The Act of April 26, 1906, unlike that of July 1, 1902, was not
limited to the Cherokees, but it did in express terms include them.
By its twenty-eighth section, it continued the tribal existence and
the tribal government, as just indicated; by its first section, it
authorized the enrollment of a class of persons whose applications
therefor were made prior to December 1, 1905, and were not allowed
solely because not made in time, and by its second section, as
amended June 21, 1906, 34 Stat. 325, 341, c. 3504, it provided as
follows:
"That for ninety days after approval hereof, applications shall
be received for enrollment of children who were minors living March
fourth, nineteen hundred and six, whose parents have been enrolled
as members of the Choctaw, Chickasaw, Cherokee, or Creek tribes, or
have applications for enrollment pending at the approval hereof,
and, for the purpose of enrollment under this section, illegitimate
children shall take the status of the mother, and allotments shall
be made to children so enrolled. If any citizen of the Cherokee
Tribe shall fail to receive the full quantity of land to which he
is entitled as an allotment, he shall be paid out of any of the
funds of such tribe a sum equal to twice the appraised value of the
amount of land thus deficient. . . .
Provided,
Page 224 U. S. 646
That the rolls of the tribes affected by this act shall be fully
completed on or before the fourth day of March, nineteen hundred
and seven, and the Secretary of the Interior shall have no
jurisdiction to approve the enrollment of any person after said
date:
Provided further, That nothing herein shall be
construed so as hereafter to permit any person to file an
application for enrollment or to be entitled to enrollment in any
of said tribes, except for minors, the children of Indians by
blood, or of freedmen members of said tribes, . . . as herein
otherwise provided."
By its sixteenth and seventeenth sections, it further provided
that, after the making of the allotments provided for in that and
other acts, the residue of the lands not reserved or otherwise
disposed of should be sold by the Secretary of the Interior, and
the proceeds deposited in the United States Treasury to the credit
of the tribe, together with moneys arising from other sources, and
that thereafter, and when all the just charges against the tribal
funds should be deducted therefrom, the remaining funds should be
distributed per capita to the members then living and to the heirs
of deceased members named in the finally approved rolls.

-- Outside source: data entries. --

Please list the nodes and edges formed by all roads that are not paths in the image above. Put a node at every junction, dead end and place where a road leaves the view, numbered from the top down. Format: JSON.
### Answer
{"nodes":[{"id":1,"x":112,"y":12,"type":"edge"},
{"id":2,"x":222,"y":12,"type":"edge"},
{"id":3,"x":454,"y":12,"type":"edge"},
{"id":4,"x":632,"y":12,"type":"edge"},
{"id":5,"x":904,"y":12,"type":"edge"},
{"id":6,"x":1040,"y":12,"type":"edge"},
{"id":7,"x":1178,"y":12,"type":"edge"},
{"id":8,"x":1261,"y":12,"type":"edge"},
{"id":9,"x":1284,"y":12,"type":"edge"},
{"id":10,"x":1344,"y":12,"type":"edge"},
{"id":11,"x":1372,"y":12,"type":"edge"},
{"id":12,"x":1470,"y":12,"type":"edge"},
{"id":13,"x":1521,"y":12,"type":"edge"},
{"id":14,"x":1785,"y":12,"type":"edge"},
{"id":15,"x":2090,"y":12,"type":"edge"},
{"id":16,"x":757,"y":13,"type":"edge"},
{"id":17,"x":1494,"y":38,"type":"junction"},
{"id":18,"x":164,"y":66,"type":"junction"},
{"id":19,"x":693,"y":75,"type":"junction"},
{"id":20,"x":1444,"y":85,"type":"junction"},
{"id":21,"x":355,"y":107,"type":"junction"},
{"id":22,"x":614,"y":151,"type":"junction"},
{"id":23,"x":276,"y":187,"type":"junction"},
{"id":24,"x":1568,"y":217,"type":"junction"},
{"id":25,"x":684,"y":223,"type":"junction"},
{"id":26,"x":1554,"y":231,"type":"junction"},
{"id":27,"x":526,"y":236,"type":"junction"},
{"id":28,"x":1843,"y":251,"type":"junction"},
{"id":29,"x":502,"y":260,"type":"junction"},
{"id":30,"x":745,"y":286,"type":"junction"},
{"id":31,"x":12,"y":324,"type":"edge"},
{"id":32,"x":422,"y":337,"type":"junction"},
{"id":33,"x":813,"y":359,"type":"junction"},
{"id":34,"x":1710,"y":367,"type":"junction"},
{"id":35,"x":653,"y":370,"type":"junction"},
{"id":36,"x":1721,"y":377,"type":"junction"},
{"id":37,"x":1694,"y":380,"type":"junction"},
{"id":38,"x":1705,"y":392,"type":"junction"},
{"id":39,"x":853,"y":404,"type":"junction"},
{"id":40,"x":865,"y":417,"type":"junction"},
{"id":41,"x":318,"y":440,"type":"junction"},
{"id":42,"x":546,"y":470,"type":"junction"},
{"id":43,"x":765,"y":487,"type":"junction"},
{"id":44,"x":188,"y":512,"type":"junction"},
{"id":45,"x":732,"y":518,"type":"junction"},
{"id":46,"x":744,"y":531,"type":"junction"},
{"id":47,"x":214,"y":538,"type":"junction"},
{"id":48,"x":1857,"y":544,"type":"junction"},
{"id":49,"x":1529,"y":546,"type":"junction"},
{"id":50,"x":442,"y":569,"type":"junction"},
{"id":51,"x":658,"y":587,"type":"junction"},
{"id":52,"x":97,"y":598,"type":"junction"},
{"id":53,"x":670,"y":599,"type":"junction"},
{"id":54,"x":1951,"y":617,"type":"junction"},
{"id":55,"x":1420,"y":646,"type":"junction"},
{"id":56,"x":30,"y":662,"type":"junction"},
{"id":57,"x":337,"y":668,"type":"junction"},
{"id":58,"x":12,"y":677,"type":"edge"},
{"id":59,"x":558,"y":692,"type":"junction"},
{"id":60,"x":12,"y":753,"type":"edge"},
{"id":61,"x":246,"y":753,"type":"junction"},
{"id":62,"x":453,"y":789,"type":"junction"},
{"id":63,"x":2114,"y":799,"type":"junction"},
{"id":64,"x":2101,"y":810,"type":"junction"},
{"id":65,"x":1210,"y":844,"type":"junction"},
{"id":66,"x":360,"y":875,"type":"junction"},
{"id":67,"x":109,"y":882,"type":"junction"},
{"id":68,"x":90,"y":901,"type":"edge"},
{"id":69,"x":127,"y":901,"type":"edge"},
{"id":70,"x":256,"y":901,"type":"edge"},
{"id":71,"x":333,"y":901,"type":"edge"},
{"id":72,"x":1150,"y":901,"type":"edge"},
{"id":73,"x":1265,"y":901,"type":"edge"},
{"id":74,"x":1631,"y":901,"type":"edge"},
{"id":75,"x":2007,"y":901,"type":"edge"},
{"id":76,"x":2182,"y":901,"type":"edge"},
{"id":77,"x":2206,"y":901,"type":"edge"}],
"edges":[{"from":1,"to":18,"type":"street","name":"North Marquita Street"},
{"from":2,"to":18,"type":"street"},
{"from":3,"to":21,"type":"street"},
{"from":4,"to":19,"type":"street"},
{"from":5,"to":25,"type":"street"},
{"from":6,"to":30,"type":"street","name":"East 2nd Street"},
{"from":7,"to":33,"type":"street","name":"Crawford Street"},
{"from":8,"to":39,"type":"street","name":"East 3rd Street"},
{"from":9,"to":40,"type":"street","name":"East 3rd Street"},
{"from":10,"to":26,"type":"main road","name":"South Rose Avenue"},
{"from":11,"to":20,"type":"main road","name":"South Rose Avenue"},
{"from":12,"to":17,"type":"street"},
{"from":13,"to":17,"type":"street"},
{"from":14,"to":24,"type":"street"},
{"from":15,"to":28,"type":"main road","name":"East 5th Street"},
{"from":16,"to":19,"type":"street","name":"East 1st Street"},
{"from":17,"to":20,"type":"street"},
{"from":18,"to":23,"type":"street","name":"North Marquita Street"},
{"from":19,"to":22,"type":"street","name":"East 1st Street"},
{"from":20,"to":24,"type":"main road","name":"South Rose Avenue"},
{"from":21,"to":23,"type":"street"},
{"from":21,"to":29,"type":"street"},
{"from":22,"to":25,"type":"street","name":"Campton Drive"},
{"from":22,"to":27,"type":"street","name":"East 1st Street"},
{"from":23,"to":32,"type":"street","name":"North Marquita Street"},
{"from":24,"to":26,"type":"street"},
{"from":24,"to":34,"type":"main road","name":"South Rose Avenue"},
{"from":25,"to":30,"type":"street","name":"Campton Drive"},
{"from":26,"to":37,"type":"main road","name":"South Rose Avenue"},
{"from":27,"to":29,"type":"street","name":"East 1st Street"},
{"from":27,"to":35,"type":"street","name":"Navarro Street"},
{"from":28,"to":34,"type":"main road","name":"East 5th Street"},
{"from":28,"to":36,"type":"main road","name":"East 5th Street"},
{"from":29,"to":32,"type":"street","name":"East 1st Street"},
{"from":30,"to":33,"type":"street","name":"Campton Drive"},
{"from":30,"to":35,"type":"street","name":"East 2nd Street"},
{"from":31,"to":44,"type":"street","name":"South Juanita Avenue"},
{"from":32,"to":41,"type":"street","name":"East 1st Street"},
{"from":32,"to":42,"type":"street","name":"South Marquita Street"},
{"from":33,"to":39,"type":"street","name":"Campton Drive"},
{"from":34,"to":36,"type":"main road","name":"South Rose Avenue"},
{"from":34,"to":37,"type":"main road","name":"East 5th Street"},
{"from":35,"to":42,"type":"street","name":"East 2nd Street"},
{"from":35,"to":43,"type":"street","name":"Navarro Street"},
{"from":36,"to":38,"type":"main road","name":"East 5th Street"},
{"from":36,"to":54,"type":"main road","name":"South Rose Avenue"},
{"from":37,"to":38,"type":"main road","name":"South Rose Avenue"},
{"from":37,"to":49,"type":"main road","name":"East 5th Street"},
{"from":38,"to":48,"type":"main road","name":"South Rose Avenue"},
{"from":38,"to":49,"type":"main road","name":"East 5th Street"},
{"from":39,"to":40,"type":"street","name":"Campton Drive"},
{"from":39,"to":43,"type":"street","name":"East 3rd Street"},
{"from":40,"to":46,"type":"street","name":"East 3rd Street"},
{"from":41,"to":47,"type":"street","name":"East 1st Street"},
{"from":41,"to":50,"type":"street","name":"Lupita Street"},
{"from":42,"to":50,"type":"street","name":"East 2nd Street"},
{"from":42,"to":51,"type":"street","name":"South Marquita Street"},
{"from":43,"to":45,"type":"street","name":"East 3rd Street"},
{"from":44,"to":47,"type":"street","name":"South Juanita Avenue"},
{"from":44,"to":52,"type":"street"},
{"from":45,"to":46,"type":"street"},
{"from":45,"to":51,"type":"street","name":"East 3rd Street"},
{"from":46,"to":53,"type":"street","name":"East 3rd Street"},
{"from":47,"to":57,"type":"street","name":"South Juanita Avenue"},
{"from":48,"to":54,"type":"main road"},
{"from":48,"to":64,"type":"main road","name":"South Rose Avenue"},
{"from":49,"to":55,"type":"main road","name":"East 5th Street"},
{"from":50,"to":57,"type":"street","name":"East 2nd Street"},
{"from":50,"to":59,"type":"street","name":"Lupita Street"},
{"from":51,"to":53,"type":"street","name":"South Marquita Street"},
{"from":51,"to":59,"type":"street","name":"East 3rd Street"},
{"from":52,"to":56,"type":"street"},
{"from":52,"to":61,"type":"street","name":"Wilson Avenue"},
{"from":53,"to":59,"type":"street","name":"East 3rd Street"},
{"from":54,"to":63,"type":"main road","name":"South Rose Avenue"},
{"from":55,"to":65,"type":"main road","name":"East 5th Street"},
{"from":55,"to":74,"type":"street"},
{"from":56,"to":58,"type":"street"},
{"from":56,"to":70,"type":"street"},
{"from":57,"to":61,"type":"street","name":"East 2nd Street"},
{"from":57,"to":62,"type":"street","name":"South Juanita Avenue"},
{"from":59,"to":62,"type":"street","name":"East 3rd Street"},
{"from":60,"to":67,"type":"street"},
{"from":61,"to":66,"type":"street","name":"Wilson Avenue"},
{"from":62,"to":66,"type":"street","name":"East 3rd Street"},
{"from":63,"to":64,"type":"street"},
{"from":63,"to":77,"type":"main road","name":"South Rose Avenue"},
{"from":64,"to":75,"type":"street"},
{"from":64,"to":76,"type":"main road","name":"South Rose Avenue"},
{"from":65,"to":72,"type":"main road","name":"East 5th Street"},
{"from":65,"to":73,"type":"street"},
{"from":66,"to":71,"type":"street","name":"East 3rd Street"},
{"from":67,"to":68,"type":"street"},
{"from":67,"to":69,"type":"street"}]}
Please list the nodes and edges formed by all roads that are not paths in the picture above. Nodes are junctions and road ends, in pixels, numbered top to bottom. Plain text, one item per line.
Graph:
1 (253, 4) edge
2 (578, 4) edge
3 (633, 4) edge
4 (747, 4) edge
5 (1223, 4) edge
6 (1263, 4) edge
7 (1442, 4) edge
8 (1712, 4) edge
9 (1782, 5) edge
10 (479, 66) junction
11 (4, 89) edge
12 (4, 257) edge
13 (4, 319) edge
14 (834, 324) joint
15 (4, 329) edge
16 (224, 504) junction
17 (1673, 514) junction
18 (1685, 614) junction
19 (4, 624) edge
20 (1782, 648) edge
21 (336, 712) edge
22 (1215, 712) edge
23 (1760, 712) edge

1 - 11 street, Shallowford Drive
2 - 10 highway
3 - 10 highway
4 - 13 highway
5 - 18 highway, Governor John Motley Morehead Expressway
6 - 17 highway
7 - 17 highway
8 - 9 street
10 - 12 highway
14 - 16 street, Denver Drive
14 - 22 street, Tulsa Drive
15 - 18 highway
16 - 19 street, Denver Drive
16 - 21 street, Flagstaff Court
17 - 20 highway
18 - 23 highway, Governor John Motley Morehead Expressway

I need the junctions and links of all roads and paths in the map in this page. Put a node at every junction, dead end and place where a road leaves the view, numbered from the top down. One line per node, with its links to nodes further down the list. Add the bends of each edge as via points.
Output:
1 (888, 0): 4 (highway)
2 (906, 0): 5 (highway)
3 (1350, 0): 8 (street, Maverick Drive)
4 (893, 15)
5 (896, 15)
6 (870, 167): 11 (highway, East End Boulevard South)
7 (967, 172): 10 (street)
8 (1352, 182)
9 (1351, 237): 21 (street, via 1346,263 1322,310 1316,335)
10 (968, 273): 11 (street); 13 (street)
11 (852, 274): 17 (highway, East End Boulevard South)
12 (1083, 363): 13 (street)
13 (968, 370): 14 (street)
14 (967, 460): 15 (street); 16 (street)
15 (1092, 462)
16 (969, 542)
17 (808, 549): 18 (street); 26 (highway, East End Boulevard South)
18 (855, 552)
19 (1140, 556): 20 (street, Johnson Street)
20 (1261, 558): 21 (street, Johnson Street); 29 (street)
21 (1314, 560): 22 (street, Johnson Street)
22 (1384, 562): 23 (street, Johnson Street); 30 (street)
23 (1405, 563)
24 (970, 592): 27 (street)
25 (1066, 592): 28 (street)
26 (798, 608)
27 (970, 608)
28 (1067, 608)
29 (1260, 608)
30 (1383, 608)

The controversy here arises out of the provision in § 2 of the
Act of April 26, 1906, as amended June 21 following, for the
enrollment of "children who were minors living March 4, 1906,"
which the defendants regard as including children born after
September 1, 1902, and living on March 4, 1906. The appellants
contend first that it does not include children born after
September 1, 1902, but only such as were born prior to that date,
and for whom no application for enrollment was made within the time
limited by the Act of July 1, 1902 -- that is, on or before October
31, 1902 -- and second, that if it does include children born after
September 1, 1902, it arbitrarily takes from the appellants and
others similarly situated property
Page 224 U. S. 647
which is theirs and gives it to others, and therefore is
violative of due process of law. The last contention rests upon
another,
viz., that the Act of July 1, 1902, vested in the
members living on September 1, 1902, who were enrolled under that
act, an absolute right to receive all lands of the tribe not
reserved or allotted thereunder, and all funds of the tribe not
used in the payment of tribal debts.
We are unable to assent to the first contention. The provision
in question says "children who were minors living March 4, 1906,"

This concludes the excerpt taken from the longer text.